Enhancing Adversarial Robustness of Deep Neural Networks Through Supervised Contrastive Learning
Longwei Wang, Navid Nayyem, Abdullah Rakin
TL;DR
This work addresses the fragility of CNN feature representations under adversarial perturbations by proposing a framework that combines supervised contrastive learning with a margin-based contrastive loss. The method jointly optimizes a supervised contrastive objective and a cross-entropy loss (and, in a variant, a margin-based version) to produce structured, class-discriminative feature spaces with robust decision boundaries. Empirical results on CIFAR-100 with a ResNet-18 backbone show that supervised contrastive learning improves FGSM robustness, while margin-based constraints further stabilize boundaries and enhance adversarial resilience, particularly when data augmentation is minimized or avoided.
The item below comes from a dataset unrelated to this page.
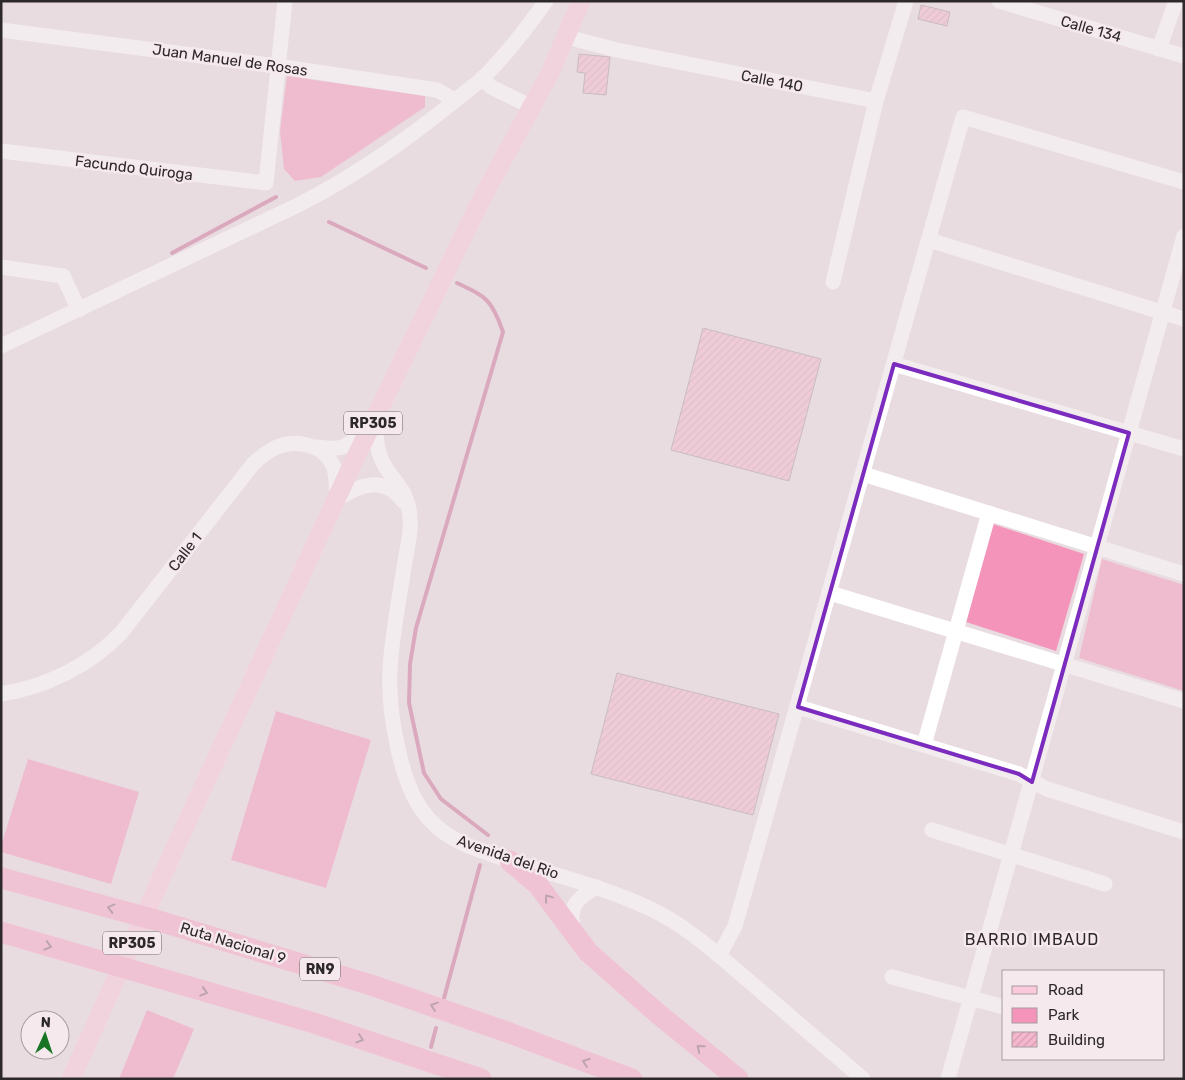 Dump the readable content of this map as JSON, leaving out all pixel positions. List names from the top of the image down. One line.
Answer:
{"streets":{"highway":["Ruta Nacional 9","RN9"],"main road":["RP305"],"street":["Calle 134","Juan Manuel de Rosas","Calle 140","Facundo Quiroga","Calle 1","Avenida del Rio"]},"crossings":[["Juan Manuel de Rosas","Facundo Quiroga"],["Calle 140","RP305"],["RP305","Calle 1"],["RP305","Avenida del Rio"],["Calle 1","Avenida del Rio"]],"districts":["BARRIO IMBAUD"],"legend":["Road","Park","Building"],"north":"top"}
The approach offers a scalable, efficient alternative to heavy adversarial training and has potential for integration with other defenses in real-world applications.
Abstract
Adversarial attacks exploit the vulnerabilities of convolutional neural networks by introducing imperceptible perturbations that lead to misclassifications, exposing weaknesses in feature representations and decision boundaries. This paper presents a novel framework combining supervised contrastive learning and margin-based contrastive loss to enhance adversarial robustness. Supervised contrastive learning improves the structure of the feature space by clustering embeddings of samples within the same class and separating those from different classes. Margin-based contrastive loss, inspired by support vector machines, enforces explicit constraints to create robust decision boundaries with well-defined margins. Experiments on the CIFAR-100 dataset with a ResNet-18 backbone demonstrate robustness performance improvements in adversarial accuracy under Fast Gradient Sign Method attacks.